James E. McCall for the defendant. David W. Cunis, Assistant District Attorney, for the Commonwealth.The order denying the motion to withdraw the guilty plea is reversed. An order shall enter allowing the motion. The finding of guilty and the judgment are vacated.
So ordered.
General Laws c. 278, § 29D, as inserted by St. 1978, c. 383, provided in pertinent part as follows: “The Court shall not accept a plea of guilty or nolo contendere from any defendant in any criminal proceeding unless the Court advises him of the following: ‘If you are not a citizen of the United States, you are hereby advised that conviction of the offense for which you have been charged may have the consequences of deportation, exclusion from admission to the United States, or denial of naturalization, pursuant to the laws of the United States’. . . . If the Court fails so to advise the defendant, and he later at any time shows that his plea and conviction may have one of the enumerated consequences, the Court, on the defendant’s motion, shall vacate the judgment, and permit the defendant to withdraw the plea of guilty or nolo contendere, and enter a plea of ‘not guilty’ ” (emphasis supplied).
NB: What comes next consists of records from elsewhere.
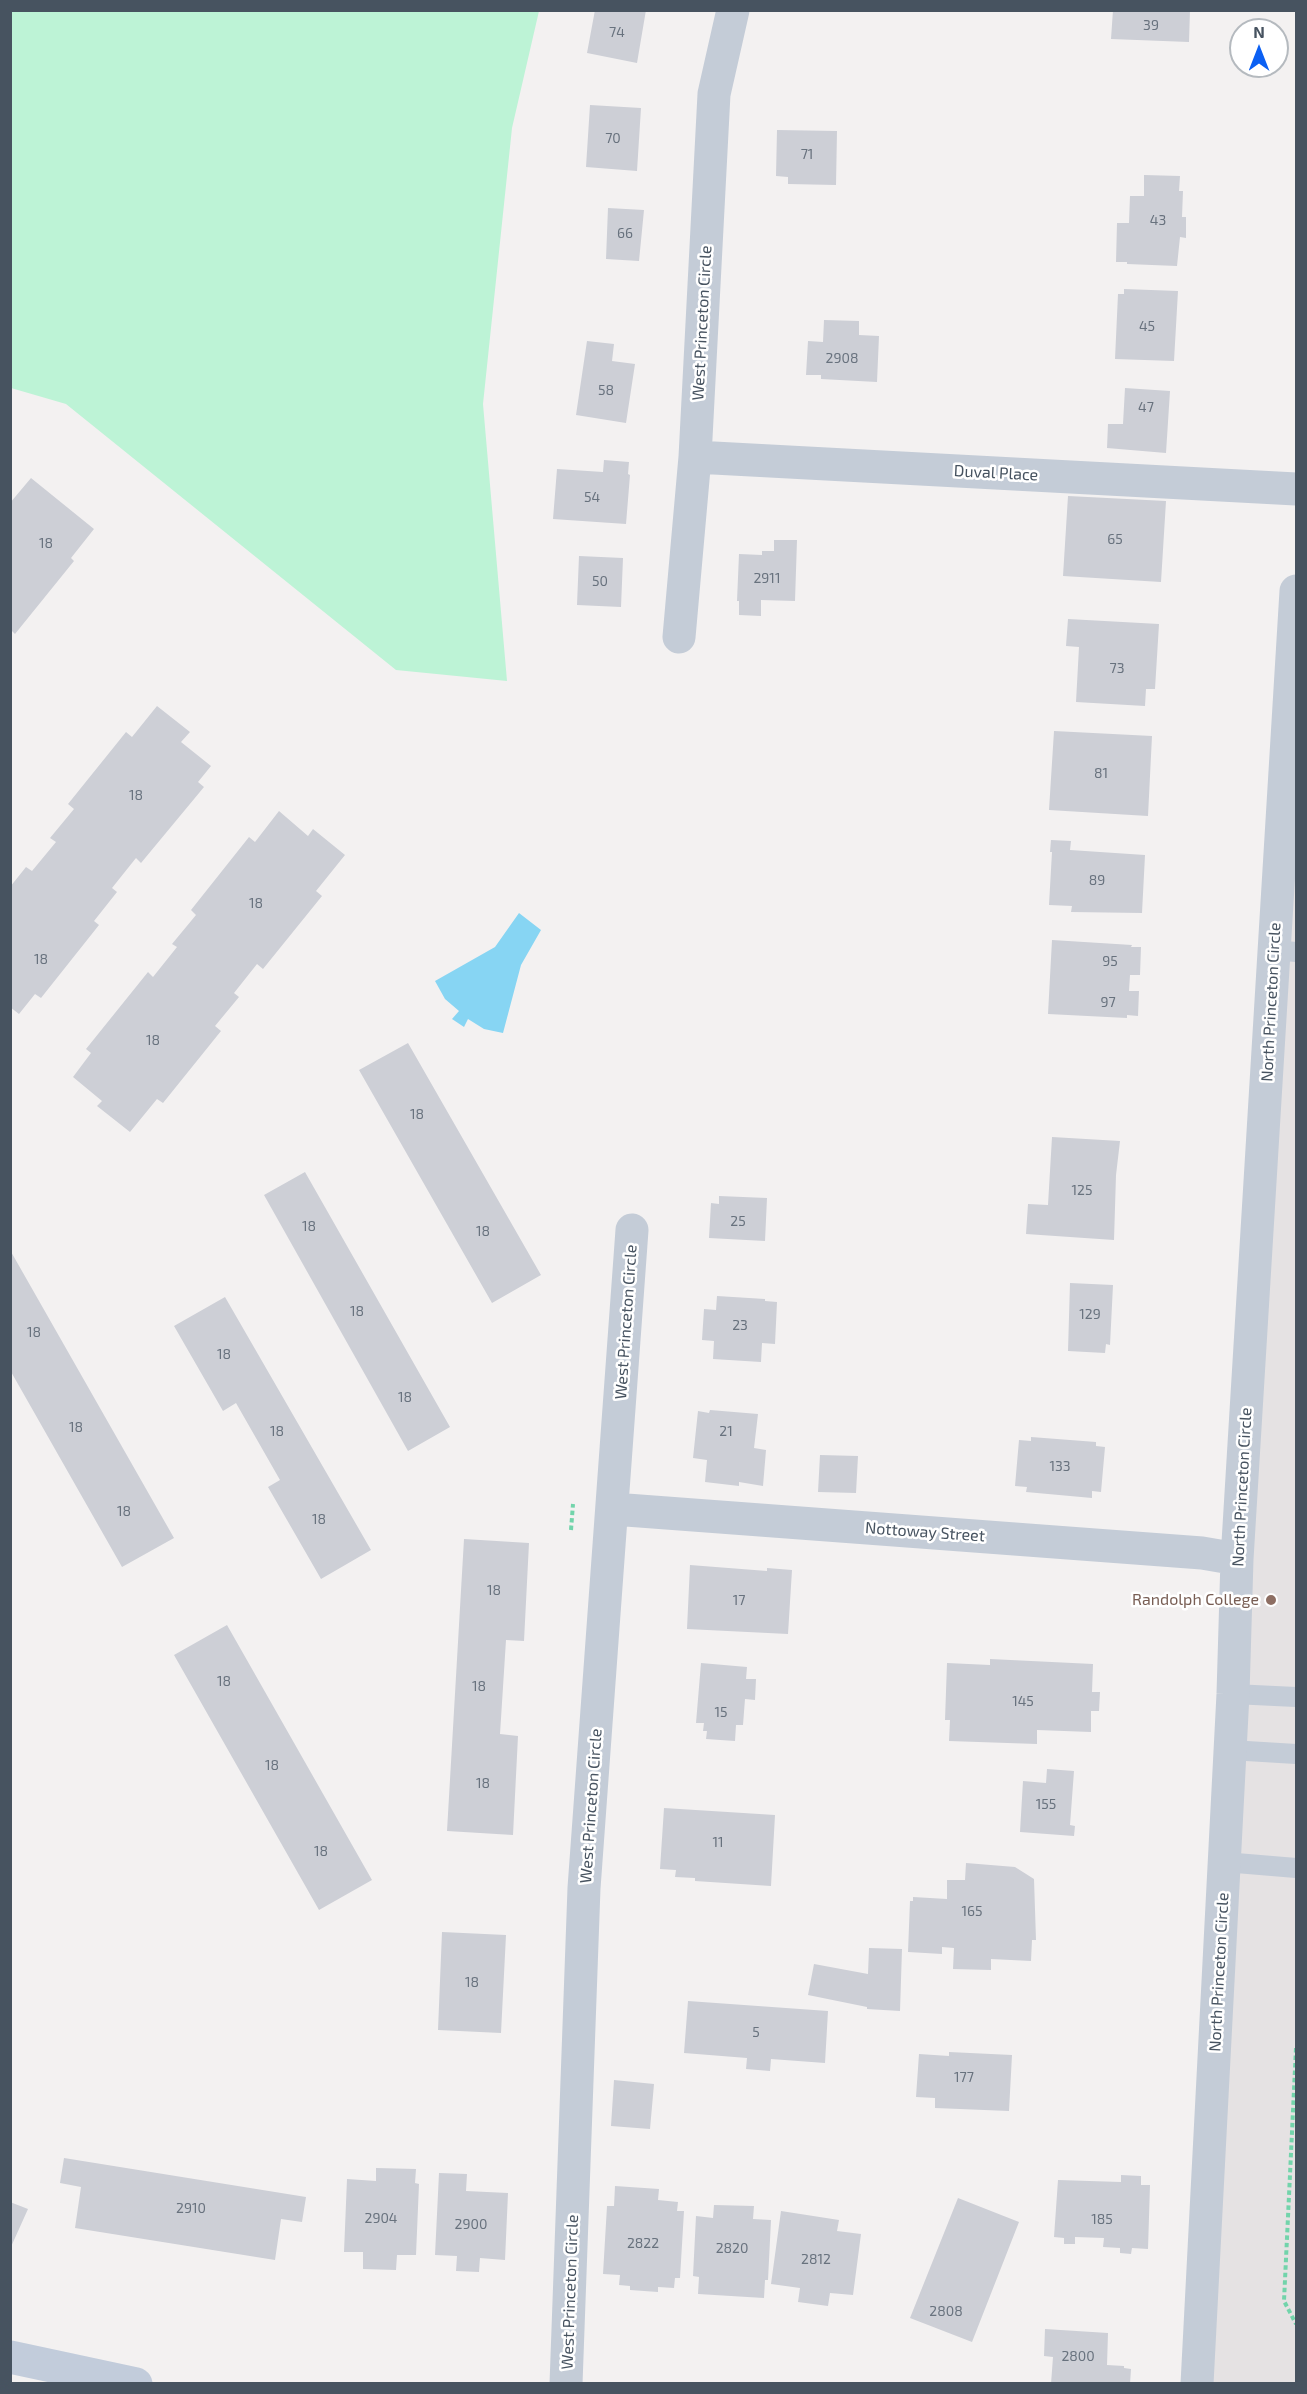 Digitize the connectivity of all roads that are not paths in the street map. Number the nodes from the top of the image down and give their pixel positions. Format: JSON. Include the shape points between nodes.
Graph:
{"nodes":[{"id":1,"x":733,"y":10,"type":"edge"},
{"id":2,"x":695,"y":457,"type":"junction"},
{"id":3,"x":1296,"y":489,"type":"edge"},
{"id":4,"x":1296,"y":591,"type":"edge"},
{"id":5,"x":679,"y":637,"type":"dead end"},
{"id":6,"x":1285,"y":951,"type":"edge"},
{"id":7,"x":632,"y":1230,"type":"dead end"},
{"id":8,"x":613,"y":1509,"type":"junction"},
{"id":9,"x":1237,"y":1559,"type":"junction"},
{"id":10,"x":1233,"y":1694,"type":"junction"},
{"id":11,"x":1296,"y":1696,"type":"edge"},
{"id":12,"x":1230,"y":1750,"type":"junction"},
{"id":13,"x":1296,"y":1754,"type":"edge"},
{"id":14,"x":1224,"y":1862,"type":"junction"},
{"id":15,"x":1296,"y":1868,"type":"edge"},
{"id":16,"x":10,"y":2357,"type":"edge"},
{"id":17,"x":136,"y":2384,"type":"edge"},
{"id":18,"x":566,"y":2384,"type":"edge"},
{"id":19,"x":1197,"y":2384,"type":"edge"}],
"edges":[{"from":1,"to":2,"type":"street","name":"West Princeton Circle","via":[[714,94]]},
{"from":2,"to":3,"type":"street","name":"Duval Place"},
{"from":2,"to":5,"type":"street","name":"West Princeton Circle"},
{"from":4,"to":6,"type":"street","name":"North Princeton Circle"},
{"from":6,"to":9,"type":"street","name":"North Princeton Circle"},
{"from":7,"to":8,"type":"street","name":"West Princeton Circle"},
{"from":8,"to":9,"type":"street","name":"Nottoway Street","via":[[1202,1553]]},
{"from":8,"to":18,"type":"street","name":"West Princeton Circle","via":[[584,1888]]},
{"from":9,"to":10,"type":"street","name":"North Princeton Circle"},
{"from":10,"to":11,"type":"lane"},
{"from":10,"to":12,"type":"street","name":"North Princeton Circle"},
{"from":12,"to":13,"type":"lane"},
{"from":12,"to":14,"type":"street","name":"North Princeton Circle"},
{"from":14,"to":15,"type":"lane"},
{"from":14,"to":19,"type":"street","name":"North Princeton Circle"},
{"from":16,"to":17,"type":"main road"}]} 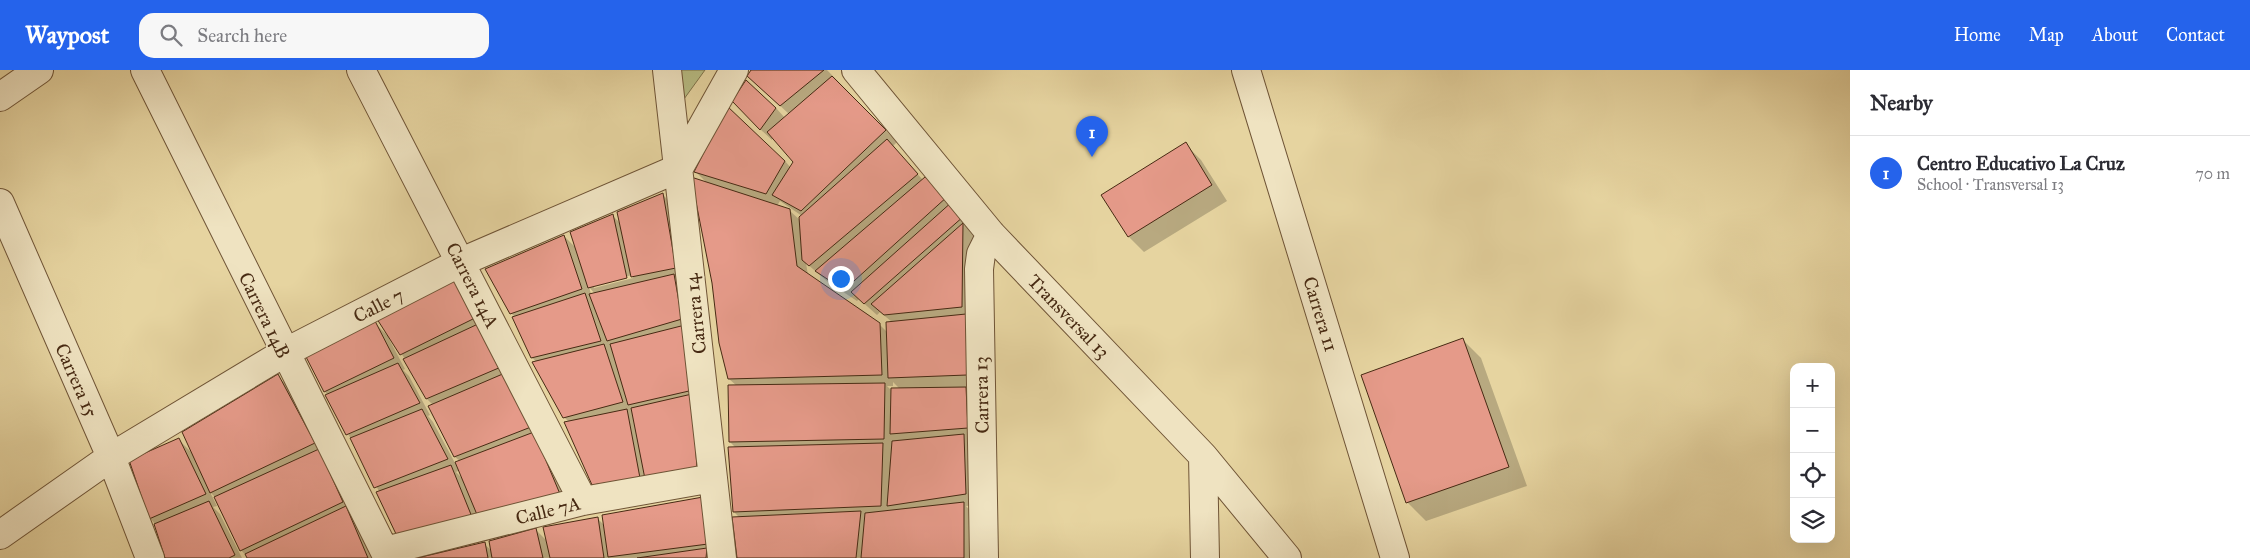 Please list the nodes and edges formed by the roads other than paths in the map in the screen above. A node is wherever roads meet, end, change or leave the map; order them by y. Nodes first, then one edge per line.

The statute was amended, minimally, by St. 1996, c. 450, § 254.
The record is silent as to whether deportation proceedings were ever commenced against the defendant. At oral argument the defendant represented that he left the United States voluntarily.
As noted, the defendant’s trafficking conviction (of August 11, 1988) was voided by the allowance of the motion for new trial. Neither party has argued that the Immigration and Naturalization Service notice refers to a conviction other than that of November 26, 1990. In any event, the only matter before us is the guilty plea (and conviction) of November 26, 1990, for possession with the intent to distribute.